[Stored items]

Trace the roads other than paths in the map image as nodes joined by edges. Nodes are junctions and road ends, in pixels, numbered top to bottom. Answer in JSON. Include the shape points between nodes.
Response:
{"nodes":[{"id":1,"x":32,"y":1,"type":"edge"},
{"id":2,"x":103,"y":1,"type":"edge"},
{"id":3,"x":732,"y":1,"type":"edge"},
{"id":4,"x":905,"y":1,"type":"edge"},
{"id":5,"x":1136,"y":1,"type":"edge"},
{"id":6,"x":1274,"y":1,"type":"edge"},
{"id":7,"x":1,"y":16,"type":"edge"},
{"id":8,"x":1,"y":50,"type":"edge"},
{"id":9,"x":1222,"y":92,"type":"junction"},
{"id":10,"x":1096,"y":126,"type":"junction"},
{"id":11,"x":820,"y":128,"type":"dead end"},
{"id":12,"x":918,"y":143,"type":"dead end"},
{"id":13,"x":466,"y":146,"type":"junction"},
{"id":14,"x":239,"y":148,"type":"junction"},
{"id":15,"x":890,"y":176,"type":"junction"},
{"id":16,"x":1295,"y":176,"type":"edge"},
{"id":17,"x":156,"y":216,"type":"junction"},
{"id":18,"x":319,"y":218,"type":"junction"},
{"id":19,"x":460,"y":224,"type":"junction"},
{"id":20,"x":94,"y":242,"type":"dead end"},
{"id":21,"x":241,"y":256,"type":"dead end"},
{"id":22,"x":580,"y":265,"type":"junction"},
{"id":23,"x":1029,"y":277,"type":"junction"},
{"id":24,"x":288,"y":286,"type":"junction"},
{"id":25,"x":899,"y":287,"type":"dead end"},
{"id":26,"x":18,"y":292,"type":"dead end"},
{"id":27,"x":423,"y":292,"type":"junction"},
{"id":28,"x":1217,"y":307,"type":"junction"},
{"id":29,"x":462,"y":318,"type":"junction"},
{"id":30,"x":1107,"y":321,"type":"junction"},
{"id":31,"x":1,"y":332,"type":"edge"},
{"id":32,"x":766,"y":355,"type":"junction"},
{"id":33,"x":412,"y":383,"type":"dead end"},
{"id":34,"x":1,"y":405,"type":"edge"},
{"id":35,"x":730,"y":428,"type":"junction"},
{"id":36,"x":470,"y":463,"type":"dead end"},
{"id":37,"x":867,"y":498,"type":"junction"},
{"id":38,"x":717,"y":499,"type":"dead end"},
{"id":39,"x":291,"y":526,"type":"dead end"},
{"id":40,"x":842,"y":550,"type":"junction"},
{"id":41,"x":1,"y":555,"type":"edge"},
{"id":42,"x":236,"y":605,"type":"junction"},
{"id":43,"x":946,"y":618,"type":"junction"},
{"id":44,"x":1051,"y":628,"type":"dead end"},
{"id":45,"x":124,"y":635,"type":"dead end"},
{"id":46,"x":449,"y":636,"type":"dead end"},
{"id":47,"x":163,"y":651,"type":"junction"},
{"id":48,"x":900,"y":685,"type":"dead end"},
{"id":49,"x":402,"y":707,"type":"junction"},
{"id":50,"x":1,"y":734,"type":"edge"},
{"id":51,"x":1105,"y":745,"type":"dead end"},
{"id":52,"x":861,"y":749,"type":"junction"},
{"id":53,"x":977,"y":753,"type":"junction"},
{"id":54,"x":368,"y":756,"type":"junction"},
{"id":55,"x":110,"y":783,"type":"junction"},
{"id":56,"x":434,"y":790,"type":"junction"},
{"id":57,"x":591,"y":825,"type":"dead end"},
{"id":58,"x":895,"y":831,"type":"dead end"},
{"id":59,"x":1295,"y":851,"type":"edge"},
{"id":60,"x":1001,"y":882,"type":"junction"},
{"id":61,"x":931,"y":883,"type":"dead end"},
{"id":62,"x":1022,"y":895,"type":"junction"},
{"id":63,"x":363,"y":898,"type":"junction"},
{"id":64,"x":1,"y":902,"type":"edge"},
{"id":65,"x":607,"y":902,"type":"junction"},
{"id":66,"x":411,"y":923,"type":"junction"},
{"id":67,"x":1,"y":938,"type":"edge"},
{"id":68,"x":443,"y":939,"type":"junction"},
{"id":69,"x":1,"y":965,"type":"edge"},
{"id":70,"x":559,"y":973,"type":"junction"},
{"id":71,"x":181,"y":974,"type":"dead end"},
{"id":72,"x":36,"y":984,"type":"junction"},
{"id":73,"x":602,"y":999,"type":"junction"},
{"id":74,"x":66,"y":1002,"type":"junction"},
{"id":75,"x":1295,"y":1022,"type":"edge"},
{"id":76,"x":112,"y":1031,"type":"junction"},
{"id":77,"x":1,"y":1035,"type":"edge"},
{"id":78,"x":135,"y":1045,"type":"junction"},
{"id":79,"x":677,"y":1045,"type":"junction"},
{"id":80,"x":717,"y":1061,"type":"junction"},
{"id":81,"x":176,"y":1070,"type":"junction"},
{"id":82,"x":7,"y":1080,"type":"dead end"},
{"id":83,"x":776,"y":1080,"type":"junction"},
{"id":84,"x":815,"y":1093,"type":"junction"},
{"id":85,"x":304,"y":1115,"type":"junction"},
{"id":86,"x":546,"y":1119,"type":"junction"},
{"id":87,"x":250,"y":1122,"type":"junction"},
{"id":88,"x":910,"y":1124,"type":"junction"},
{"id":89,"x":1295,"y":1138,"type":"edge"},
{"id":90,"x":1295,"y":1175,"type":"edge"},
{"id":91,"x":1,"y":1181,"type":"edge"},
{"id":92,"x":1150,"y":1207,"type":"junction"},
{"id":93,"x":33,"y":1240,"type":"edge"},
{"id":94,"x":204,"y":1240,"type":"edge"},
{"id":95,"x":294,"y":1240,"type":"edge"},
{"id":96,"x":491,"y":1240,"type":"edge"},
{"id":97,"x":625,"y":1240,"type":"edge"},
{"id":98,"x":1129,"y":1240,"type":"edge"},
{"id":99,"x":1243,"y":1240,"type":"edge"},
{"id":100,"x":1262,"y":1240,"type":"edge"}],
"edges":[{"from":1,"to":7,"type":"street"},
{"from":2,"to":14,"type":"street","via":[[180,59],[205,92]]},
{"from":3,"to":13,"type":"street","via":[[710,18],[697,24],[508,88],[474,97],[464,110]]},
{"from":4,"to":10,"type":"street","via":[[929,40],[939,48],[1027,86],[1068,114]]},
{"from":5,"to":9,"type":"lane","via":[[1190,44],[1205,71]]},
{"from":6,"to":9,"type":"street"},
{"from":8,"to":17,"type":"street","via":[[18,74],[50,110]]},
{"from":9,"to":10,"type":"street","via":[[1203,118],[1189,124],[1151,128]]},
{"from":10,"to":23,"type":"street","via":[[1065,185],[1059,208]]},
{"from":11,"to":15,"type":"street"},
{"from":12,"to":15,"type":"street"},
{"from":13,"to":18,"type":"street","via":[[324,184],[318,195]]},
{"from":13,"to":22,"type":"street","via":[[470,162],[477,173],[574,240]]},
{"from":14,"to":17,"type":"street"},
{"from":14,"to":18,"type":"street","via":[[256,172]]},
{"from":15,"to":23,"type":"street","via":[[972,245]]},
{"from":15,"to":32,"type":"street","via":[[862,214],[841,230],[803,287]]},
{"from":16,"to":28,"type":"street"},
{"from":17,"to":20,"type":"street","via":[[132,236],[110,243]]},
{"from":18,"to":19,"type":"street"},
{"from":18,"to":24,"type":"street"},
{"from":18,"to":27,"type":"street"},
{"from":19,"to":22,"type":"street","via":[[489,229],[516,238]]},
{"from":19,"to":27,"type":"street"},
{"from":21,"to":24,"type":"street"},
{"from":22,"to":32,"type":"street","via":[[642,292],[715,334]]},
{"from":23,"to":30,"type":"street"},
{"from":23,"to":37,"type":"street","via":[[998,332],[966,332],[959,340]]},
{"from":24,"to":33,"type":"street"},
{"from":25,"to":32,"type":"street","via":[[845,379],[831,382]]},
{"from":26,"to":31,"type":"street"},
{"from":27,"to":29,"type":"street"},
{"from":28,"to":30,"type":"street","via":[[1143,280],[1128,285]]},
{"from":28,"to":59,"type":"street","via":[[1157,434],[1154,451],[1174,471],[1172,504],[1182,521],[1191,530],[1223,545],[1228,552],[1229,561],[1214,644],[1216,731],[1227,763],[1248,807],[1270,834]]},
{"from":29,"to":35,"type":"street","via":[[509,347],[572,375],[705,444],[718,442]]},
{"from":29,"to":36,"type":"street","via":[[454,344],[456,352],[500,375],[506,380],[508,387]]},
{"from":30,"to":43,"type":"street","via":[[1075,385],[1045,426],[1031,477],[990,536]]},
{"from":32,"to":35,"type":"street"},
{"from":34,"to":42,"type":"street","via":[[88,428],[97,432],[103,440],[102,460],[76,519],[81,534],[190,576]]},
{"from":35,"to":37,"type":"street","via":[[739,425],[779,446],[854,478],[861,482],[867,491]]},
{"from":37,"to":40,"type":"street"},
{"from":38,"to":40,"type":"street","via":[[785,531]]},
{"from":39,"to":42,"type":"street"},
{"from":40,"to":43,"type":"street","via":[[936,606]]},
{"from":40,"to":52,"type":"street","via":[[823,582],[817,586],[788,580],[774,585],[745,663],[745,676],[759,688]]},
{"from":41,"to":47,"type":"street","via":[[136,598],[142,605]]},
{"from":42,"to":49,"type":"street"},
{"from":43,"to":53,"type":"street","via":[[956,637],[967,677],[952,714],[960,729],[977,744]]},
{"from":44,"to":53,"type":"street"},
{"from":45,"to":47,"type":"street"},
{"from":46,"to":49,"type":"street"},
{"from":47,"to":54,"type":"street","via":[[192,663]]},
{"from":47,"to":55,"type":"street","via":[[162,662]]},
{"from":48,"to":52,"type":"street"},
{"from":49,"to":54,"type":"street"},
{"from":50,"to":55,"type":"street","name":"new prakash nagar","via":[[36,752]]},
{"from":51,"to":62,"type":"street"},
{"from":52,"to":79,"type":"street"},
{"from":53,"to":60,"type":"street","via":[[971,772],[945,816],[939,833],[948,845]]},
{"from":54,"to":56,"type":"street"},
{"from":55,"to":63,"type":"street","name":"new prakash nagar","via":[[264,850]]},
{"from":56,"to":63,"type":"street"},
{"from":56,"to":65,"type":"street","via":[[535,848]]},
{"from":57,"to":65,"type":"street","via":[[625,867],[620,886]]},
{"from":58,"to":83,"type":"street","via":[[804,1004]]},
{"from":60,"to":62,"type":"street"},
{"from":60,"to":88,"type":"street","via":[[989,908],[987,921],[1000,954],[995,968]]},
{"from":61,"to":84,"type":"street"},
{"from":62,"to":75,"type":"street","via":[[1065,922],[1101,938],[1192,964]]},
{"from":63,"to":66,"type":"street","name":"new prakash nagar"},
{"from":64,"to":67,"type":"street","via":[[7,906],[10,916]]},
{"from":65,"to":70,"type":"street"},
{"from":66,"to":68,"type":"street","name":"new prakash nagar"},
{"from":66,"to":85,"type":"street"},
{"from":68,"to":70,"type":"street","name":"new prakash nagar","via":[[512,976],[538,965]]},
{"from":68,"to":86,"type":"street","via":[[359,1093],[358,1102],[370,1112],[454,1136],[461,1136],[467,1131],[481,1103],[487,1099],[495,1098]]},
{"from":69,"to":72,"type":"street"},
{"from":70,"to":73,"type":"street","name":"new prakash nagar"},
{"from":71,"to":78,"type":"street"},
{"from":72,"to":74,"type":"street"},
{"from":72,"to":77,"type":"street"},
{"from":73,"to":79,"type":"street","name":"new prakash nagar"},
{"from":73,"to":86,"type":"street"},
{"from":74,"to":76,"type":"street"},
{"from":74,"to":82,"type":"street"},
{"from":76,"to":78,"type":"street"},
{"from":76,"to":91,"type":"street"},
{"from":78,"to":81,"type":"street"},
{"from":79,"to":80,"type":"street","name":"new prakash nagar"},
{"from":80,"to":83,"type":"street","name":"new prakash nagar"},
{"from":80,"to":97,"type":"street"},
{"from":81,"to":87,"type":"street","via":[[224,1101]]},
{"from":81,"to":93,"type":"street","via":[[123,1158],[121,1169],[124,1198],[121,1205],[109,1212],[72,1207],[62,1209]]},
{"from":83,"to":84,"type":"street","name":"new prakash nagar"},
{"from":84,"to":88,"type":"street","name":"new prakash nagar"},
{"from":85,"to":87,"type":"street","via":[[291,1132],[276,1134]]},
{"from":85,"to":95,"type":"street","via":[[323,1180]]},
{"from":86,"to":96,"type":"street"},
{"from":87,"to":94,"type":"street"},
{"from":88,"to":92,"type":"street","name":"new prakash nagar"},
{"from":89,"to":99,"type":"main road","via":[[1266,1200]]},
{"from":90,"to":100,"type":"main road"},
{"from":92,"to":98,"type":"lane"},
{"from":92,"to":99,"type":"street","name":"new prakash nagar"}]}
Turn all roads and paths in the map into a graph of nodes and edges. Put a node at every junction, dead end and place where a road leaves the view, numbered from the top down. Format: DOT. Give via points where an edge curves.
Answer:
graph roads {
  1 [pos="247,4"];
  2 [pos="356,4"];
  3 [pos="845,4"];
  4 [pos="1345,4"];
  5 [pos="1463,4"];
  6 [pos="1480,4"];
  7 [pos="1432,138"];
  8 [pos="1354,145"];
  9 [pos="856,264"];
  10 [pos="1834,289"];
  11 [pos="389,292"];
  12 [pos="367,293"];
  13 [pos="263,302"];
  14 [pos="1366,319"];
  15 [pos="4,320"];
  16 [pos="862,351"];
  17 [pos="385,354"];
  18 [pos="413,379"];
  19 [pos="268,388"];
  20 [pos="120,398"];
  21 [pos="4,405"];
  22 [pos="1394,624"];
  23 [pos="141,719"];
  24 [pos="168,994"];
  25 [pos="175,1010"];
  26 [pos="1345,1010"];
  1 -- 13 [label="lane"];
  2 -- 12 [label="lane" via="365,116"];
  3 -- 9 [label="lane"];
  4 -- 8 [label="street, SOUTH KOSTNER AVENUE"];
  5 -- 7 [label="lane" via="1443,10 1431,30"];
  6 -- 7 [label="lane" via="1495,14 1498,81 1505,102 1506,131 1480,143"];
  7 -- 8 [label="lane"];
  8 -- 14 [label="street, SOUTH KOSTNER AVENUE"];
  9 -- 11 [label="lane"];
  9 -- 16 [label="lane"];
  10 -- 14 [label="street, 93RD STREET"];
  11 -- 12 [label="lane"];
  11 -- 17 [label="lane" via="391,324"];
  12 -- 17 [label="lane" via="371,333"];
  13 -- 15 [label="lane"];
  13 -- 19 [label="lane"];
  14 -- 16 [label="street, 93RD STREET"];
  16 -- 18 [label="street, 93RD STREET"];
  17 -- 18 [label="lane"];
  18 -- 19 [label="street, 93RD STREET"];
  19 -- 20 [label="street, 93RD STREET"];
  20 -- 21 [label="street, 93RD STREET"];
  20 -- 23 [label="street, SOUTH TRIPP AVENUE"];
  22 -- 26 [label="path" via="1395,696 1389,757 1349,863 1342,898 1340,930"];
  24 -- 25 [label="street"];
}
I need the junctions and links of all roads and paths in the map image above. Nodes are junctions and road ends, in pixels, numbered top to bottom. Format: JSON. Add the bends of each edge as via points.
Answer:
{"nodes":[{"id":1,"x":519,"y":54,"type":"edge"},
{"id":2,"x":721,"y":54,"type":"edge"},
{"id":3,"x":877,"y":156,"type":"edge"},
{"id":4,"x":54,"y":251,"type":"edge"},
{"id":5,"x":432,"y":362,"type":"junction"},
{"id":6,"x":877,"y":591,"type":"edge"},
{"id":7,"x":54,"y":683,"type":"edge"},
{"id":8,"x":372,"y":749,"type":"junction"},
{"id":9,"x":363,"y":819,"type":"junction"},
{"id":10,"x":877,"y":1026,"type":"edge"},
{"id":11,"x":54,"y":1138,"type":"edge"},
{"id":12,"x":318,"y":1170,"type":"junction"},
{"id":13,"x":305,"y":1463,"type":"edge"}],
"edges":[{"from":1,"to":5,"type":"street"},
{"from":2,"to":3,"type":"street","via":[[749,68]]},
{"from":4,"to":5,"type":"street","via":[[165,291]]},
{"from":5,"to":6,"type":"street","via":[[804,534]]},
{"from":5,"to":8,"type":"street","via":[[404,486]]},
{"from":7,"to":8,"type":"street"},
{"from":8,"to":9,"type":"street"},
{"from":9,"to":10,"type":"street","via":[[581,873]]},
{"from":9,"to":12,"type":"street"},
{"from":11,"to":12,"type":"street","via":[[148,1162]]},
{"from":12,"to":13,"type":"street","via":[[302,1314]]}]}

| Task to carry out |
Whenever a line in the entries above includes the word "SOUTH", pull that line out.

| Result for this exercise |
  4 -- 8 [label="street, SOUTH KOSTNER AVENUE"];
  8 -- 14 [label="street, SOUTH KOSTNER AVENUE"];
  20 -- 23 [label="street, SOUTH TRIPP AVENUE"];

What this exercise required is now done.